Assigned task: All of the entries are to be printed exactly as they appear.

Collected data entries:
-=-=-

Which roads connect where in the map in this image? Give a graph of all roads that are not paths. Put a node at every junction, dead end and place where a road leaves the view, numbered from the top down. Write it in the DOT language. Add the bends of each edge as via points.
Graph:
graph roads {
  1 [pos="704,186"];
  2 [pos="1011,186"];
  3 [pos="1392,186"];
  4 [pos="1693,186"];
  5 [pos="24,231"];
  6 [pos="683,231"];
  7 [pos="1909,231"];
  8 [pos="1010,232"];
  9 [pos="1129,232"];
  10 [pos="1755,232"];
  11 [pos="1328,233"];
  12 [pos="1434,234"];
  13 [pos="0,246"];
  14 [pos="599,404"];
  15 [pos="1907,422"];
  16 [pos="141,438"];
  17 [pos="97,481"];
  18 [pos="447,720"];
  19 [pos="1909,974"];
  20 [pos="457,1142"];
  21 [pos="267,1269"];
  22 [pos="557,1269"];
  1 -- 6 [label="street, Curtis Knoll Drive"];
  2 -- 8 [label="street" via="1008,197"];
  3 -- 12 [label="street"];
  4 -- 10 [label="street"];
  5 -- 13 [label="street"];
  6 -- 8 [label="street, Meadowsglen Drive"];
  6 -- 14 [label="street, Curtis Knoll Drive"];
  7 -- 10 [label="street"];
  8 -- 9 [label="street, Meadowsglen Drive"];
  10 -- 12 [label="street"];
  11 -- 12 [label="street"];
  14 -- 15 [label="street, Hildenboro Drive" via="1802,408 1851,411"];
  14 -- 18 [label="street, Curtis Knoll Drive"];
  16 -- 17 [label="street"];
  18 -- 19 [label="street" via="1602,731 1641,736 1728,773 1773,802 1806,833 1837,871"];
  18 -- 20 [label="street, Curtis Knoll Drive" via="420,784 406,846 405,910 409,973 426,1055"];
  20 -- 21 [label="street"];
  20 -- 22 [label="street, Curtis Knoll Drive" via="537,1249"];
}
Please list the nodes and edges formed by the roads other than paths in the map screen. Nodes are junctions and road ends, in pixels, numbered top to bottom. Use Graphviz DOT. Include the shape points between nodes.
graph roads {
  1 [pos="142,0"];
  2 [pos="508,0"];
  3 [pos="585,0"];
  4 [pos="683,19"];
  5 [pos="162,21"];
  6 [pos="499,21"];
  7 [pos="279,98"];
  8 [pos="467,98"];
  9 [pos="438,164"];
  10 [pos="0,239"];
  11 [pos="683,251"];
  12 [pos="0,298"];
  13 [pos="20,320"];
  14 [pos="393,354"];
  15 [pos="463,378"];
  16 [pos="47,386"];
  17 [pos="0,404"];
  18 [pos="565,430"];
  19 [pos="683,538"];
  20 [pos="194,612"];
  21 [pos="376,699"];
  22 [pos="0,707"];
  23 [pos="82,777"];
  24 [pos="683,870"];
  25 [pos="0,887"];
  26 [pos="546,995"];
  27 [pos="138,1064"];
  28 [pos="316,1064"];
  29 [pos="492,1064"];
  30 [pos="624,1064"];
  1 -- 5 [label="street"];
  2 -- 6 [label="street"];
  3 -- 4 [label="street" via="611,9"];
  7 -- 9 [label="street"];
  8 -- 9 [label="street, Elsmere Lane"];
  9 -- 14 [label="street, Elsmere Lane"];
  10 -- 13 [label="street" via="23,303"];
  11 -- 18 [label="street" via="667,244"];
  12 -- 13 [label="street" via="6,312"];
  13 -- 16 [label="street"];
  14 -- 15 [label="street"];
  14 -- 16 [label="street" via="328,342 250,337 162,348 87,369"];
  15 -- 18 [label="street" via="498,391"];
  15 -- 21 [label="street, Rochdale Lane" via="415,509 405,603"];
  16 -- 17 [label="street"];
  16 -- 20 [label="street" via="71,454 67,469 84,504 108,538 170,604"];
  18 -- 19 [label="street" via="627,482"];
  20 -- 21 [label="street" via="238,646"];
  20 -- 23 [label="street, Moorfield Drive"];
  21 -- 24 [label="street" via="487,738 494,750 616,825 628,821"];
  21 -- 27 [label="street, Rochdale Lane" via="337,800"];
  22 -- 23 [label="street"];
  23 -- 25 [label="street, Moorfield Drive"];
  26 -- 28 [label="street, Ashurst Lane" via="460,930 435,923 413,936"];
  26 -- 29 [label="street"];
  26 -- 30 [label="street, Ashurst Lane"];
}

-=-=-

Result for this task:
Which roads connect where in the map in this image? Give a graph of all roads that are not paths. Put a node at every junction, dead end and place where a road leaves the view, numbered from the top down. Write it in the DOT language. Add the bends of each edge as via points.
Graph:
graph roads {
  1 [pos="704,186"];
  2 [pos="1011,186"];
  3 [pos="1392,186"];
  4 [pos="1693,186"];
  5 [pos="24,231"];
  6 [pos="683,231"];
  7 [pos="1909,231"];
  8 [pos="1010,232"];
  9 [pos="1129,232"];
  10 [pos="1755,232"];
  11 [pos="1328,233"];
  12 [pos="1434,234"];
  13 [pos="0,246"];
  14 [pos="599,404"];
  15 [pos="1907,422"];
  16 [pos="141,438"];
  17 [pos="97,481"];
  18 [pos="447,720"];
  19 [pos="1909,974"];
  20 [pos="457,1142"];
  21 [pos="267,1269"];
  22 [pos="557,1269"];
  1 -- 6 [label="street, Curtis Knoll Drive"];
  2 -- 8 [label="street" via="1008,197"];
  3 -- 12 [label="street"];
  4 -- 10 [label="street"];
  5 -- 13 [label="street"];
  6 -- 8 [label="street, Meadowsglen Drive"];
  6 -- 14 [label="street, Curtis Knoll Drive"];
  7 -- 10 [label="street"];
  8 -- 9 [label="street, Meadowsglen Drive"];
  10 -- 12 [label="street"];
  11 -- 12 [label="street"];
  14 -- 15 [label="street, Hildenboro Drive" via="1802,408 1851,411"];
  14 -- 18 [label="street, Curtis Knoll Drive"];
  16 -- 17 [label="street"];
  18 -- 19 [label="street" via="1602,731 1641,736 1728,773 1773,802 1806,833 1837,871"];
  18 -- 20 [label="street, Curtis Knoll Drive" via="420,784 406,846 405,910 409,973 426,1055"];
  20 -- 21 [label="street"];
  20 -- 22 [label="street, Curtis Knoll Drive" via="537,1249"];
}
Please list the nodes and edges formed by the roads other than paths in the map screen. Nodes are junctions and road ends, in pixels, numbered top to bottom. Use Graphviz DOT. Include the shape points between nodes.
graph roads {
  1 [pos="142,0"];
  2 [pos="508,0"];
  3 [pos="585,0"];
  4 [pos="683,19"];
  5 [pos="162,21"];
  6 [pos="499,21"];
  7 [pos="279,98"];
  8 [pos="467,98"];
  9 [pos="438,164"];
  10 [pos="0,239"];
  11 [pos="683,251"];
  12 [pos="0,298"];
  13 [pos="20,320"];
  14 [pos="393,354"];
  15 [pos="463,378"];
  16 [pos="47,386"];
  17 [pos="0,404"];
  18 [pos="565,430"];
  19 [pos="683,538"];
  20 [pos="194,612"];
  21 [pos="376,699"];
  22 [pos="0,707"];
  23 [pos="82,777"];
  24 [pos="683,870"];
  25 [pos="0,887"];
  26 [pos="546,995"];
  27 [pos="138,1064"];
  28 [pos="316,1064"];
  29 [pos="492,1064"];
  30 [pos="624,1064"];
  1 -- 5 [label="street"];
  2 -- 6 [label="street"];
  3 -- 4 [label="street" via="611,9"];
  7 -- 9 [label="street"];
  8 -- 9 [label="street, Elsmere Lane"];
  9 -- 14 [label="street, Elsmere Lane"];
  10 -- 13 [label="street" via="23,303"];
  11 -- 18 [label="street" via="667,244"];
  12 -- 13 [label="street" via="6,312"];
  13 -- 16 [label="street"];
  14 -- 15 [label="street"];
  14 -- 16 [label="street" via="328,342 250,337 162,348 87,369"];
  15 -- 18 [label="street" via="498,391"];
  15 -- 21 [label="street, Rochdale Lane" via="415,509 405,603"];
  16 -- 17 [label="street"];
  16 -- 20 [label="street" via="71,454 67,469 84,504 108,538 170,604"];
  18 -- 19 [label="street" via="627,482"];
  20 -- 21 [label="street" via="238,646"];
  20 -- 23 [label="street, Moorfield Drive"];
  21 -- 24 [label="street" via="487,738 494,750 616,825 628,821"];
  21 -- 27 [label="street, Rochdale Lane" via="337,800"];
  22 -- 23 [label="street"];
  23 -- 25 [label="street, Moorfield Drive"];
  26 -- 28 [label="street, Ashurst Lane" via="460,930 435,923 413,936"];
  26 -- 29 [label="street"];
  26 -- 30 [label="street, Ashurst Lane"];
}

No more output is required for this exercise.